Miami has finally shed its reputation as a place for people to retire. In the past 10 years, the city has seen an influx of people with bachelor’s degrees, and an entrepreneurial ecosystem has been evolving.
The arrival of new-to-market tenants has created an appetite for coworking space as the companies settle in, commercial real estate experts at Bisnow’s Miami State of the Market event last week said.
JLL Managing Director Alan Kleber said that one-third of new-to-market tenants are coworking companies, and the number of concepts and total locations is only expected to grow.
“Coworking is a huge change in the market, but it’s not what it appears to be,” Crocker Partners Managing Partner Angelo Bianco said. “It’s just subleasing space. You have to be careful when you say that’s absorbed; it increases competition for small suites.”
Bianco said that in some of Crocker’s buildings, “We hire a manager to have our own operated coworking location. [Coworking companies] were smarter than property owners. Now, we’re going to steal their ideas.
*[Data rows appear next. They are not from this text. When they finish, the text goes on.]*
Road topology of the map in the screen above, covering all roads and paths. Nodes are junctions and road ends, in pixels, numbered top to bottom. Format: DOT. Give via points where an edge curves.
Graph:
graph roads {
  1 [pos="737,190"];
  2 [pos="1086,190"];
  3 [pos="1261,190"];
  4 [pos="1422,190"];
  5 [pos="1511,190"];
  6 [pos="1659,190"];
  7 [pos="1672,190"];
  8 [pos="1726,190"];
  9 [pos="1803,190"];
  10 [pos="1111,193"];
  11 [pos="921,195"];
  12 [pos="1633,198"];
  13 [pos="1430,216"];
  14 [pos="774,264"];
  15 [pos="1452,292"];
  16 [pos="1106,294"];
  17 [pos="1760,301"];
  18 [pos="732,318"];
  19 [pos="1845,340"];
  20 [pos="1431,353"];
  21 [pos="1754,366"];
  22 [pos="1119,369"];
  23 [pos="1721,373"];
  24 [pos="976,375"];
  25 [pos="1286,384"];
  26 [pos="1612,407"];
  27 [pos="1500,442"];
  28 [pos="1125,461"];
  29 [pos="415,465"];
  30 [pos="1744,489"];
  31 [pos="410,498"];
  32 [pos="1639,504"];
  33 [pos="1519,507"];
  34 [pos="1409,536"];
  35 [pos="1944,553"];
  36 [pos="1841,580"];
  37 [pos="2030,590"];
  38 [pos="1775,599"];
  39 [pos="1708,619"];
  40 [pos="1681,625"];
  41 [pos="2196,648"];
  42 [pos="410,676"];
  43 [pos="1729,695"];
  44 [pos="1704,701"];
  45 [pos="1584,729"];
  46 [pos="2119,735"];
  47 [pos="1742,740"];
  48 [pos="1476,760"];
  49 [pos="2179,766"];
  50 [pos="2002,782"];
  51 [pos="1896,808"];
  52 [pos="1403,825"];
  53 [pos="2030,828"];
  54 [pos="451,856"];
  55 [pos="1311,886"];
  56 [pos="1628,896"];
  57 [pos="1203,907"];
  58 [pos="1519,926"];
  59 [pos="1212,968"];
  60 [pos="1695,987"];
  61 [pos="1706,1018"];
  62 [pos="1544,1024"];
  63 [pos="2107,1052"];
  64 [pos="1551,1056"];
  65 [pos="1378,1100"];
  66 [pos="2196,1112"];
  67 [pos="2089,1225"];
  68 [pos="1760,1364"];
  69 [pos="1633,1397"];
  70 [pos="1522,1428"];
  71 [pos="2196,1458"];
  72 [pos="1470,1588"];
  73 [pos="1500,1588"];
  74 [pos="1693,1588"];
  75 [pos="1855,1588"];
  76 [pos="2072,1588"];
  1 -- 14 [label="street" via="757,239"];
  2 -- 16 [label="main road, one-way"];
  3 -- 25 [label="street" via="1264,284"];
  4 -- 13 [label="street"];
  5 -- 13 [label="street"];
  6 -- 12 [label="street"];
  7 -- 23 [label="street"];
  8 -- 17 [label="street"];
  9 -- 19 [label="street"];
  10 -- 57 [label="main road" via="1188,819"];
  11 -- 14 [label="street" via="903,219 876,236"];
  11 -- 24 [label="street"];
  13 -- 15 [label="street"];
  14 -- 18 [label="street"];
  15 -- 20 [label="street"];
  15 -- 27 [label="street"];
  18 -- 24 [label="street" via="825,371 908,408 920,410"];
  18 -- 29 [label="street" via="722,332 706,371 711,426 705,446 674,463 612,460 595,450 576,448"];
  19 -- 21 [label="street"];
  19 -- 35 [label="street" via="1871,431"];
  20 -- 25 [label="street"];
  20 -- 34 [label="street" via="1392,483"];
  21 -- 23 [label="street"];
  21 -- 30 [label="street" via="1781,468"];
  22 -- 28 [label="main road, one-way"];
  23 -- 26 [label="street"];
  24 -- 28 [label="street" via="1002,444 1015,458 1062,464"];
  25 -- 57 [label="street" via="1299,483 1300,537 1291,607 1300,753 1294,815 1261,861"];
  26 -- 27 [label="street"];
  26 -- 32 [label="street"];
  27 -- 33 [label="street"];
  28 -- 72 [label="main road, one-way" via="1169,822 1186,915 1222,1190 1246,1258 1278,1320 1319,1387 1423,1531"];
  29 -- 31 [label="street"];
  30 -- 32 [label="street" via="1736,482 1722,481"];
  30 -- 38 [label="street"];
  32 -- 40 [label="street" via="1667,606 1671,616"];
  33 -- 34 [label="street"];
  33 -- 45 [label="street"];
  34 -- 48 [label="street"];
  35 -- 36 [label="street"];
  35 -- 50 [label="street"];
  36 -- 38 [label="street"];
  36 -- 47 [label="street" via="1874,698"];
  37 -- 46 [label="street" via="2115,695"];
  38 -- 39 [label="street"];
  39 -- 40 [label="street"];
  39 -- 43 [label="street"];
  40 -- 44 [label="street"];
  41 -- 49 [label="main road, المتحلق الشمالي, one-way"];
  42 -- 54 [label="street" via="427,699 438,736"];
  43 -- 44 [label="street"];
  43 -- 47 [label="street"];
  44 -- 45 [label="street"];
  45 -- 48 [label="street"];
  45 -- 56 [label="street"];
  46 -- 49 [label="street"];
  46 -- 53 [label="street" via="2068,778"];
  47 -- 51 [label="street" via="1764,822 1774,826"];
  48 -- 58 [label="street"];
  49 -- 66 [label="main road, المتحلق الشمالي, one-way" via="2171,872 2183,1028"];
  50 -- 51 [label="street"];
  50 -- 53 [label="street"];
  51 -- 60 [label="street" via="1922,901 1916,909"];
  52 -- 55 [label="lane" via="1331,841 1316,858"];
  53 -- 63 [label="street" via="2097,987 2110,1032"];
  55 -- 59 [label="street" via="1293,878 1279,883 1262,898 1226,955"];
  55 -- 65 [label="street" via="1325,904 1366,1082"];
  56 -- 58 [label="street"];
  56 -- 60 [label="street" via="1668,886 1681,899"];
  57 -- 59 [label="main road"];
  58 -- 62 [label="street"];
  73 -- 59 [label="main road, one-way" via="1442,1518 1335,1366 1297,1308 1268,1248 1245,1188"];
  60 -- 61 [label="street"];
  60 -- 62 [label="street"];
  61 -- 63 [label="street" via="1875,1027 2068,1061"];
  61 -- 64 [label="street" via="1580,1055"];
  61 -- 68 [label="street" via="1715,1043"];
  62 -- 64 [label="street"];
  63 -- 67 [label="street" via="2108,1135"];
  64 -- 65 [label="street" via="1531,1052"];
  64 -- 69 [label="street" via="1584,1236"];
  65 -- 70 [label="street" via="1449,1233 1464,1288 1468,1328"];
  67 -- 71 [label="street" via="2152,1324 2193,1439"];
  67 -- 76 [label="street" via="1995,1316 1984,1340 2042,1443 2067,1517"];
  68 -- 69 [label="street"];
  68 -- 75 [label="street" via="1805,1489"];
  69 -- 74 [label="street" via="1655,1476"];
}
Why would we allow somebody to make a profit on our space?”
Cushman & Wakefield Vice Chair Brian Gale said that for now, WeWork’s brand remains a strong attraction — “WeWork leased an entire building, then months later, IBM took the space,” he said, referencing a deal in Manhattan — but landlords are starting to copy the model for themselves.
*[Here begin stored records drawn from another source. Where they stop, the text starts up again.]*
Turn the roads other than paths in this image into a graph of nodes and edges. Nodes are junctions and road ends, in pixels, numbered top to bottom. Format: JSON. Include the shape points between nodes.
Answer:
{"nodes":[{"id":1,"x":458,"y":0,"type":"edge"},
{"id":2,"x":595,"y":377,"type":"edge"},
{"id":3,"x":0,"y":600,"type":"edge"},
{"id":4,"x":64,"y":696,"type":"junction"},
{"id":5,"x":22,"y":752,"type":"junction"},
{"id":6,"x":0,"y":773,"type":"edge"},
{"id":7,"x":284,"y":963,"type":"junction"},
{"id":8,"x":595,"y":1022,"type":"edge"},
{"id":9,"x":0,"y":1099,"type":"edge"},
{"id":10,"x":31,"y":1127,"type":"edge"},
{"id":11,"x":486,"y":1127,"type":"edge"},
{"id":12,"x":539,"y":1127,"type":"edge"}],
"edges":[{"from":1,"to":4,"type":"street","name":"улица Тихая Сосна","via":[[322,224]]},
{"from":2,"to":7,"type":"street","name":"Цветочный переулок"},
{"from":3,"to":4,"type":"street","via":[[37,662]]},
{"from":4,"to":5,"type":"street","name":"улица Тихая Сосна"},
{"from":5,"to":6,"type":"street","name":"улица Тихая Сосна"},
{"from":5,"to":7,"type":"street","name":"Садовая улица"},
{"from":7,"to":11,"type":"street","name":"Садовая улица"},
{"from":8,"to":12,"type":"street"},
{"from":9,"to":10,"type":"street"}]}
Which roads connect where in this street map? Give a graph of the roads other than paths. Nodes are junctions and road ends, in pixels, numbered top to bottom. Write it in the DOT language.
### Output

“We are starting to see owners say, ‘Why can’t we?’” Gale said.
“You have some very smart operators that, on other people’s dime per se, came in and focused on the experience,” Kleber said. “We were focused on bricks and sticks. The occupiers create value. Tenants aren’t looking at just the rate per square foot.”
Bianco said Crocker Partners, which manages a $2B portfolio of office properties, is improving the user experience and has tweaked its model for buildings, reserving 60% of space for traditional fixed leases, 20% for swing space and 20% for coworking.
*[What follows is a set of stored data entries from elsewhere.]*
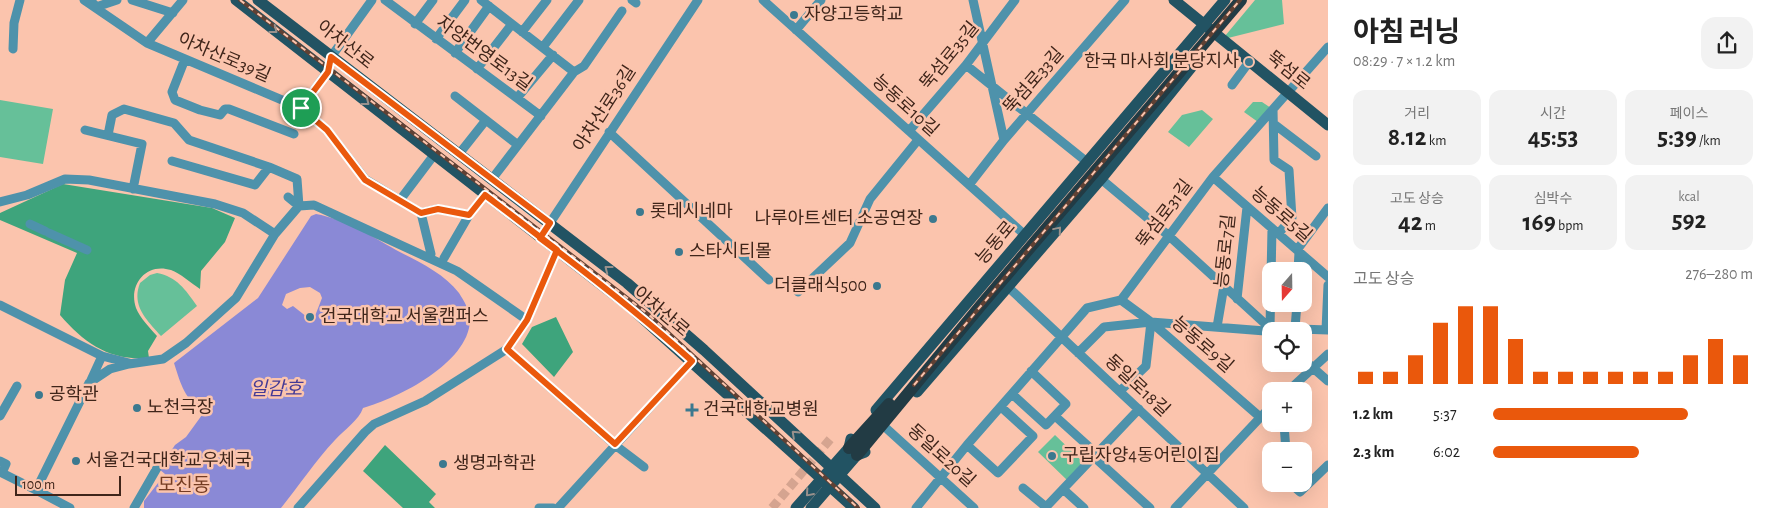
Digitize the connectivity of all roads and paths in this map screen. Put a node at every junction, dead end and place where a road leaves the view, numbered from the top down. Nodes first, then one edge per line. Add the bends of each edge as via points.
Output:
1 (20, 0) edge
2 (84, 0) edge
3 (116, 0) edge
4 (132, 0) edge
5 (183, 0) edge
6 (236, 0) edge
7 (258, 0) edge
8 (372, 0) edge
9 (385, 0) edge
10 (433, 0) edge
11 (465, 0) edge
12 (481, 0) edge
13 (547, 0) edge
14 (578, 0) edge
15 (698, 0) edge
16 (762, 0) edge
17 (821, 0) edge
18 (973, 0) edge
19 (1016, 0) edge
20 (1124, 0) edge
21 (1174, 0) edge
22 (1225, 0) edge
23 (1235, 0) edge
24 (1241, 0) edge
25 (1248, 0) edge
26 (93, 3) edge
27 (397, 4) edge
28 (489, 6) junction
29 (622, 11) dead end
30 (172, 13) junction
31 (415, 24) junction
32 (512, 24) junction
33 (1204, 25) junction
34 (796, 30) junction
35 (522, 32) junction
36 (1217, 36) junction
37 (436, 40) junction
38 (984, 40) junction
39 (147, 43) junction
40 (1328, 47) edge
41 (542, 48) junction
42 (13, 49) dead end
43 (455, 53) junction
44 (553, 55) junction
45 (331, 57) junction
46 (185, 59) junction
47 (1249, 62) junction
48 (966, 65) junction
49 (477, 69) junction
50 (328, 72) junction
51 (574, 72) junction
52 (991, 84) junction
53 (1232, 85) dead end
54 (1287, 93) junction
55 (455, 96) dead end
56 (517, 98) junction
57 (301, 108) junction
58 (1273, 109) junction
59 (1027, 113) junction
60 (541, 116) junction
61 (486, 120) junction
62 (1274, 124) junction
63 (1328, 125) edge
64 (85, 130) dead end
65 (909, 131) junction
66 (609, 132) junction
67 (294, 134) dead end
68 (108, 135) junction
69 (918, 140) junction
70 (1004, 140) junction
71 (518, 145) junction
72 (459, 154) junction
73 (434, 155) junction
74 (1316, 156) dead end
75 (172, 161) dead end
76 (1087, 162) junction
77 (269, 167) junction
78 (1212, 178) junction
79 (492, 179) junction
80 (1101, 179) junction
81 (969, 185) junction
82 (133, 188) junction
83 (485, 195) junction
84 (288, 197) dead end
85 (400, 200) junction
86 (0, 202) edge
87 (299, 206) junction
88 (1247, 207) junction
89 (1328, 208) edge
90 (421, 213) junction
91 (469, 215) junction
92 (550, 223) junction
93 (30, 224) dead end
94 (1275, 231) junction
95 (275, 234) junction
96 (1025, 235) junction
97 (1169, 236) junction
98 (540, 238) junction
99 (87, 250) dead end
100 (557, 250) junction
101 (1298, 251) junction
102 (431, 254) dead end
103 (444, 258) dead end
104 (1298, 262) edge
105 (1328, 276) edge
106 (770, 280) dead end
107 (1328, 285) edge
108 (1224, 286) junction
109 (1008, 288) junction
110 (798, 292) dead end
111 (1237, 299) junction
112 (1121, 300) junction
113 (0, 305) edge
114 (527, 320) junction
115 (1151, 322) junction
116 (1264, 322) edge
117 (1272, 322) edge
118 (1217, 327) junction
119 (1312, 329) edge
120 (1262, 330) edge
121 (1327, 330) edge
122 (1061, 337) junction
123 (507, 349) junction
124 (1078, 353) junction
125 (1328, 354) edge
126 (102, 356) junction
127 (933, 360) junction
128 (692, 361) junction
129 (129, 364) junction
130 (1313, 370) junction
131 (1032, 371) junction
132 (1328, 381) edge
133 (1299, 382) edge
134 (89, 383) junction
135 (17, 386) dead end
136 (1120, 391) junction
137 (1012, 394) junction
138 (1001, 407) junction
139 (1139, 409) junction
140 (0, 416) edge
141 (1055, 416) junction
142 (1260, 417) joint
143 (886, 428) junction
144 (615, 444) junction
145 (967, 445) junction
146 (853, 452) junction
147 (1095, 455) junction
148 (0, 461) edge
149 (1328, 464) edge
150 (644, 467) dead end
151 (157, 468) dead end
152 (836, 471) junction
153 (1, 472) edge
154 (1207, 473) junction
155 (940, 477) junction
156 (822, 478) junction
157 (1312, 480) edge
158 (831, 486) junction
159 (854, 488) junction
160 (1023, 488) dead end
161 (1063, 489) junction
162 (36, 490) junction
163 (855, 504) edge
164 (303, 506) edge
165 (70, 508) edge
166 (134, 508) edge
167 (539, 508) edge
168 (553, 508) edge
169 (558, 508) edge
170 (796, 508) edge
171 (811, 508) edge
172 (876, 508) edge
173 (916, 508) edge
174 (974, 508) edge
175 (1046, 508) edge
176 (1084, 508) edge
177 (1150, 508) edge
178 (1175, 508) edge
179 (1244, 508) edge

1 - 42 street via 14,23
2 - 26 street
3 - 26 street
4 - 30 street
5 - 30 street, 아차산로39길
6 -> 50 main road, 아차산로
7 - 45 main road, 아차산로
8 - 45 street
9 - 27 street, 자양번영로13길
10 - 31 street
11 - 37 street
12 - 28 street
13 - 35 street
14 - 41 street
15 - 66 street, 아차산로36길
16 - 34 street, 능동로10길
17 - 34 street
18 - 38 street
19 - 38 street, 뚝섬로35길
20 - 59 street, 뚝섬로33길
21 - 33 main road, 뚝섬로
22 - 33 main road, 능동로
23 - 127 highway
24 - 127 highway
25 - 36 main road, 능동로
26 - 39 street
27 - 31 street, 자양번영로13길
28 - 32 street
28 - 43 street
29 - 51 street via 584,66
30 - 39 street, 아차산로39길
31 - 37 street, 자양번영로13길
32 - 35 street
32 - 49 street
33 - 36 main road, 뚝섬로
33 - 76 main road, 능동로
34 - 65 street, 능동로10길
35 - 41 street
36 - 47 main road, 뚝섬로
36 - 80 main road, 능동로
37 - 43 street, 자양번영로13길
38 - 48 street, 뚝섬로35길
38 - 52 street
39 - 46 street, 아차산로39길
40 - 54 street, 뚝섬로31길
41 - 44 street
43 - 49 street, 자양번영로13길
44 - 51 street
44 - 56 street
45 - 50 street
45 - 72 main road, 아차산로
46 - 57 street, 아차산로39길
46 - 67 street via 172,92 175,100 210,114 220,115 229,109
47 - 53 street, 뚝섬로
47 - 54 main road, 뚝섬로
48 - 52 street
48 - 65 street, 뚝섬로35길
49 - 56 street, 자양번영로13길
50 - 57 street, 아차산로
50 -> 73 main road, 아차산로
51 - 60 street
52 - 59 street
52 - 70 street
54 - 58 street, 뚝섬로31길
54 - 63 main road, 뚝섬로
55 - 61 street
56 - 60 street, 자양번영로13길
57 - 85 street, 아차산로39길 via 327,130 365,180
58 - 62 street
58 - 78 street, 뚝섬로31길
59 - 70 street, 뚝섬로33길
59 - 76 street
60 - 71 street
61 - 71 street
61 - 72 street
62 - 74 street
62 - 94 street via 1274,160 1288,170 1292,218
64 - 68 street
65 - 69 street, 능동로10길
66 - 92 street, 아차산로36길
66 - 106 street
68 - 77 street via 112,115 124,109 174,123 189,140
68 - 82 street via 142,144
69 - 81 street, 능동로10길
69 - 110 street via 870,199 846,248
70 - 81 street, 뚝섬로33길
71 - 79 street
72 - 79 main road, 아차산로
73 - 83 main road, 아차산로
73 - 85 street
75 - 77 street via 256,185
76 - 96 main road, 능동로
77 - 87 street via 297,179
78 - 88 street, 능동로5길
78 - 97 street, 뚝섬로31길
79 - 92 main road, 아차산로
80 - 97 street, 능동로7길
109 -> 80 main road, 능동로
81 - 96 street, 능동로10길
82 - 86 street via 65,179
82 - 95 street via 215,204 243,213
83 - 91 street
83 - 98 main road, 아차산로
84 - 87 street
85 - 90 street, 아차산로39길
87 - 95 street
87 - 114 street via 314,205 457,271
88 - 94 street, 능동로5길
88 - 111 street, 능동로7길
89 - 101 street
90 - 91 street via 438,209
90 - 102 street
91 - 103 street
92 - 98 street, 아차산로36길
152 -> 92 main road, 아차산로 via 627,283
93 - 99 street
94 - 101 street, 능동로5길
94 - 117 street
95 - 129 street via 236,298 163,360
96 - 146 main road, 능동로 via 850,441
97 - 108 street, 능동로7길
97 - 112 street, 뚝섬로31길
98 - 100 main road, 아차산로
100 - 114 street
100 - 128 main road, 아차산로
101 - 104 street
101 - 105 street, 능동로5길
107 - 121 street
108 - 111 street, 능동로7길
108 - 118 street, 능동로7길
109 - 122 street, 동일로18길
109 - 143 main road, 능동로
111 - 116 street, 능동로7길
112 - 115 street, 능동로9길
112 - 122 street via 1087,308
113 - 126 street
114 - 123 street
115 - 118 street
115 - 124 street via 1104,327
115 - 136 street via 1146,366
115 - 142 street, 능동로9길
118 - 120 street
119 - 121 street
122 - 124 street, 동일로18길
122 - 131 street
123 - 144 street
123 - 164 street via 425,401 374,424
124 - 136 street, 동일로18길
125 - 130 street
126 - 129 street
126 - 134 street
127 - 146 highway
128 - 144 street
128 - 156 main road, 아차산로
129 - 134 street via 110,369
130 - 132 street
130 - 133 street
131 - 137 street
131 - 141 street via 1066,404
134 - 162 street
135 - 140 street
136 - 139 street, 동일로18길
137 - 138 street
137 - 141 street via 1046,425
138 - 145 street
138 - 145 street via 1033,436 998,474
139 - 147 street
139 - 154 street, 동일로18길
141 - 147 street
142 - 154 street
143 - 146 main road, 능동로 via 865,452
143 - 155 street, 동일로20길
144 - 150 street
144 - 169 street
145 - 155 street
146 - 152 main road, 능동로
147 - 161 street
147 - 177 street
148 - 153 street via 6,464
149 - 157 street
151 - 166 street
152 - 156 main road, 능동로
152 - 158 main road, 능동로
152 - 159 main road, 아차산로
153 - 162 street
154 - 178 street
154 - 179 street, 동일로18길
155 - 173 street
155 - 174 street, 동일로20길
156 - 158 main road, 아차산로
156 -> 170 main road, 능동로
158 - 163 main road, 아차산로
158 - 171 main road, 능동로
159 - 163 main road
159 - 172 main road, 아차산로
160 - 175 street
161 - 175 street
161 - 176 street
162 - 165 street
167 - 168 street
“I can’t think of a building in Brickell that doesn’t have a coworking operator,” Gale said.
Miami’s office market has been booming, and the experts agreed that the economic outlook looked healthy, though there is always room for worry.
Greenworks Lending principal Andrew Zech, whose company encourages sustainability through lending incentives, said that people are wondering about where the economy is in its cycle.
“There’s angst among the development crowd,” he said. “Are we on the edge of this tipping point? Are we going to reach a moment where cranes pause in the air because financing has dried up and shrunk margins?”
Bianco, playing the role of optimistic developer, said he doesn’t see that happening in Miami this time around.
“I’ve been doing this for 25 years, and there is nothing out there that I’m really scared about, which scares me,” he said. “It’s the unknown that’s going to cause a correction to come into play.”